Because the pictures are not wanted, reproduce the rest of the records below exactly as they stand.

(EXTRACTED DATA begins)

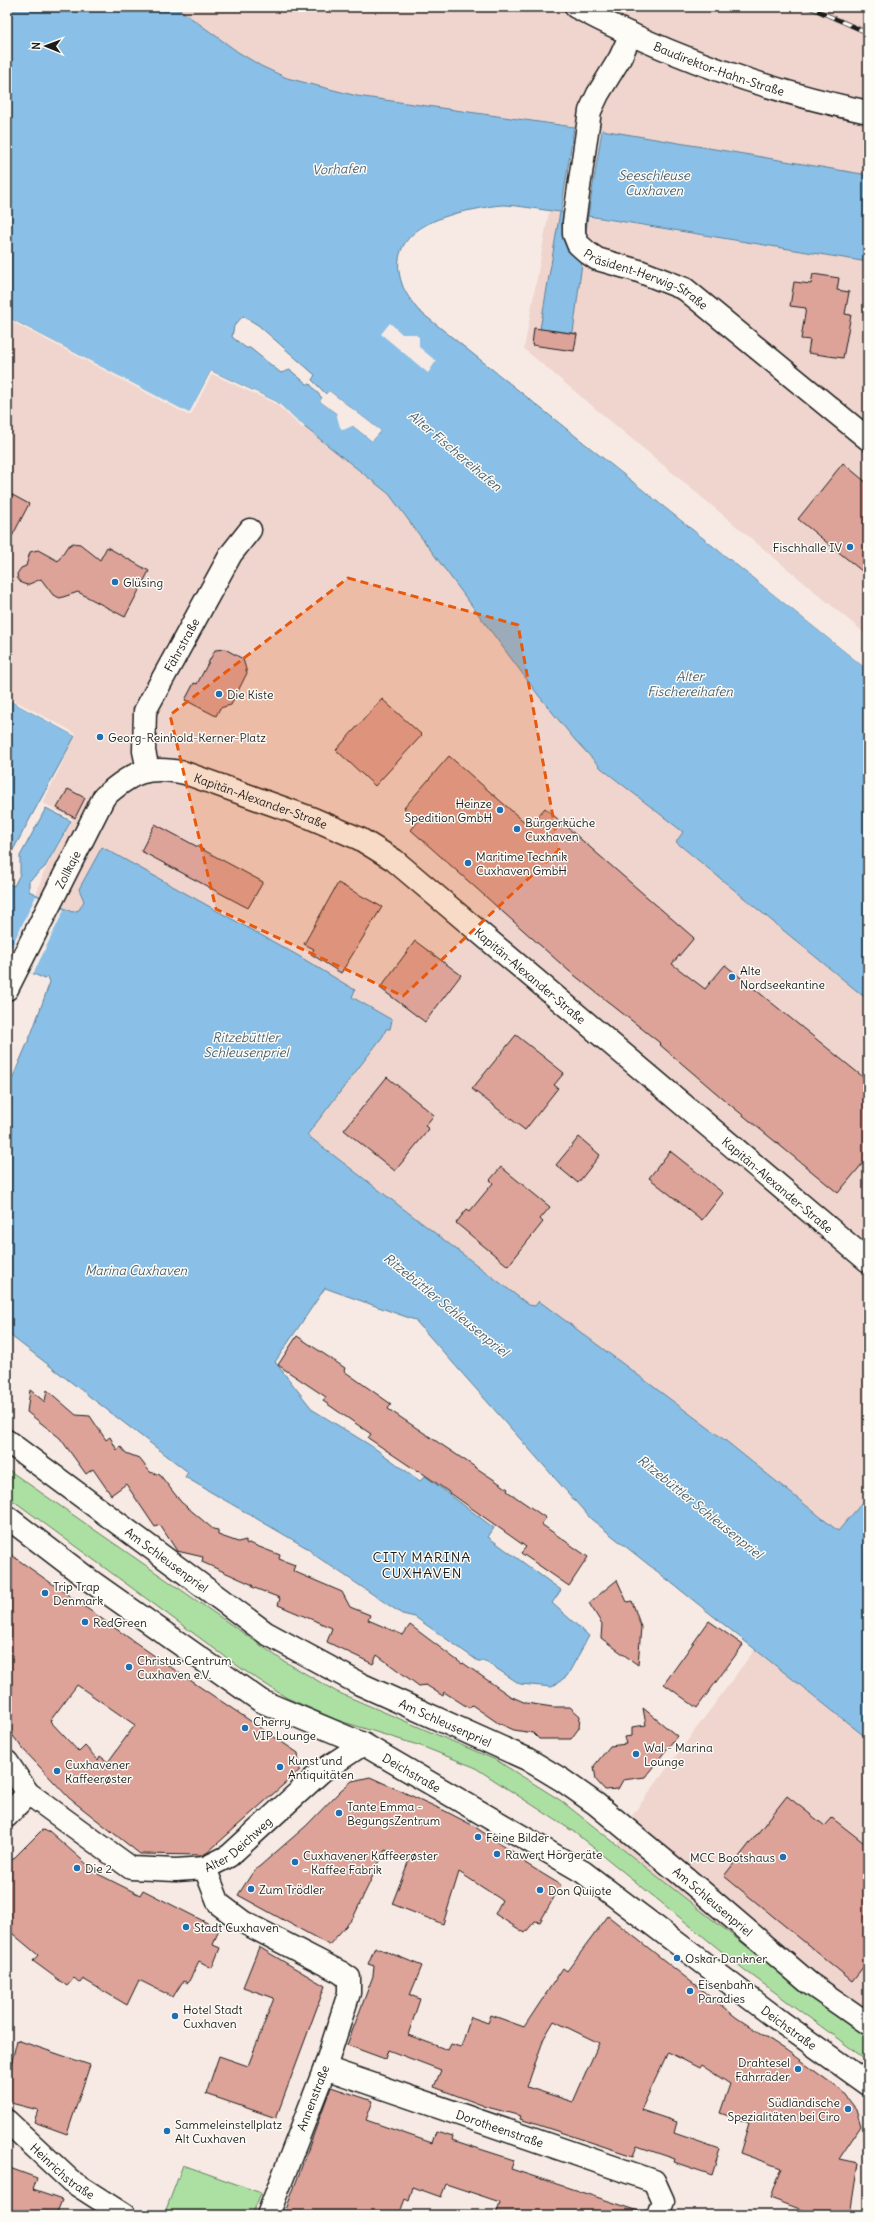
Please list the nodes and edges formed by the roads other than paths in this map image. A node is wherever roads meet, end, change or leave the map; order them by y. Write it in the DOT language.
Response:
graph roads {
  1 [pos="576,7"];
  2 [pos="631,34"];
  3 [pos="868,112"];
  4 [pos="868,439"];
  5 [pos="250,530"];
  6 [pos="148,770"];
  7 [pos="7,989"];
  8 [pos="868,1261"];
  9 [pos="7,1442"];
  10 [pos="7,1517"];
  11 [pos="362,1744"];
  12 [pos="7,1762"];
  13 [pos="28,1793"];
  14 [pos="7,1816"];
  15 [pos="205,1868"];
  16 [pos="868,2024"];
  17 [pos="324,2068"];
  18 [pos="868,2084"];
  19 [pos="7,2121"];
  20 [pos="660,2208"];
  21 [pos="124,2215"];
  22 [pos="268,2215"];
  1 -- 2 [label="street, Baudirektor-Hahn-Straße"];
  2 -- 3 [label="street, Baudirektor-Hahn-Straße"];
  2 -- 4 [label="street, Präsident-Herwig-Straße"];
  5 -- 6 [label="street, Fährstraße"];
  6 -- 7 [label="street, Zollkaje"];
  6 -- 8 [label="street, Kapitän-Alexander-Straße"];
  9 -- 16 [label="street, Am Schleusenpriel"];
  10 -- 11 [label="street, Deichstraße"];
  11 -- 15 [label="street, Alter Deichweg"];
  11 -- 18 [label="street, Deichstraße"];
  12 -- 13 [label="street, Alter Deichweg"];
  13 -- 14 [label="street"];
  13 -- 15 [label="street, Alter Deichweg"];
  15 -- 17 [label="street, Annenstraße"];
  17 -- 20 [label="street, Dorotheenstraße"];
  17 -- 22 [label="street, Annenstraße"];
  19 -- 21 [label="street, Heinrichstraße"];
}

(EXTRACTED DATA ends)

PROBLEM SOLUTION:
Please list the nodes and edges formed by the roads other than paths in this map image. A node is wherever roads meet, end, change or leave the map; order them by y. Write it in the DOT language.
Response:
graph roads {
  1 [pos="576,7"];
  2 [pos="631,34"];
  3 [pos="868,112"];
  4 [pos="868,439"];
  5 [pos="250,530"];
  6 [pos="148,770"];
  7 [pos="7,989"];
  8 [pos="868,1261"];
  9 [pos="7,1442"];
  10 [pos="7,1517"];
  11 [pos="362,1744"];
  12 [pos="7,1762"];
  13 [pos="28,1793"];
  14 [pos="7,1816"];
  15 [pos="205,1868"];
  16 [pos="868,2024"];
  17 [pos="324,2068"];
  18 [pos="868,2084"];
  19 [pos="7,2121"];
  20 [pos="660,2208"];
  21 [pos="124,2215"];
  22 [pos="268,2215"];
  1 -- 2 [label="street, Baudirektor-Hahn-Straße"];
  2 -- 3 [label="street, Baudirektor-Hahn-Straße"];
  2 -- 4 [label="street, Präsident-Herwig-Straße"];
  5 -- 6 [label="street, Fährstraße"];
  6 -- 7 [label="street, Zollkaje"];
  6 -- 8 [label="street, Kapitän-Alexander-Straße"];
  9 -- 16 [label="street, Am Schleusenpriel"];
  10 -- 11 [label="street, Deichstraße"];
  11 -- 15 [label="street, Alter Deichweg"];
  11 -- 18 [label="street, Deichstraße"];
  12 -- 13 [label="street, Alter Deichweg"];
  13 -- 14 [label="street"];
  13 -- 15 [label="street, Alter Deichweg"];
  15 -- 17 [label="street, Annenstraße"];
  17 -- 20 [label="street, Dorotheenstraße"];
  17 -- 22 [label="street, Annenstraße"];
  19 -- 21 [label="street, Heinrichstraße"];
}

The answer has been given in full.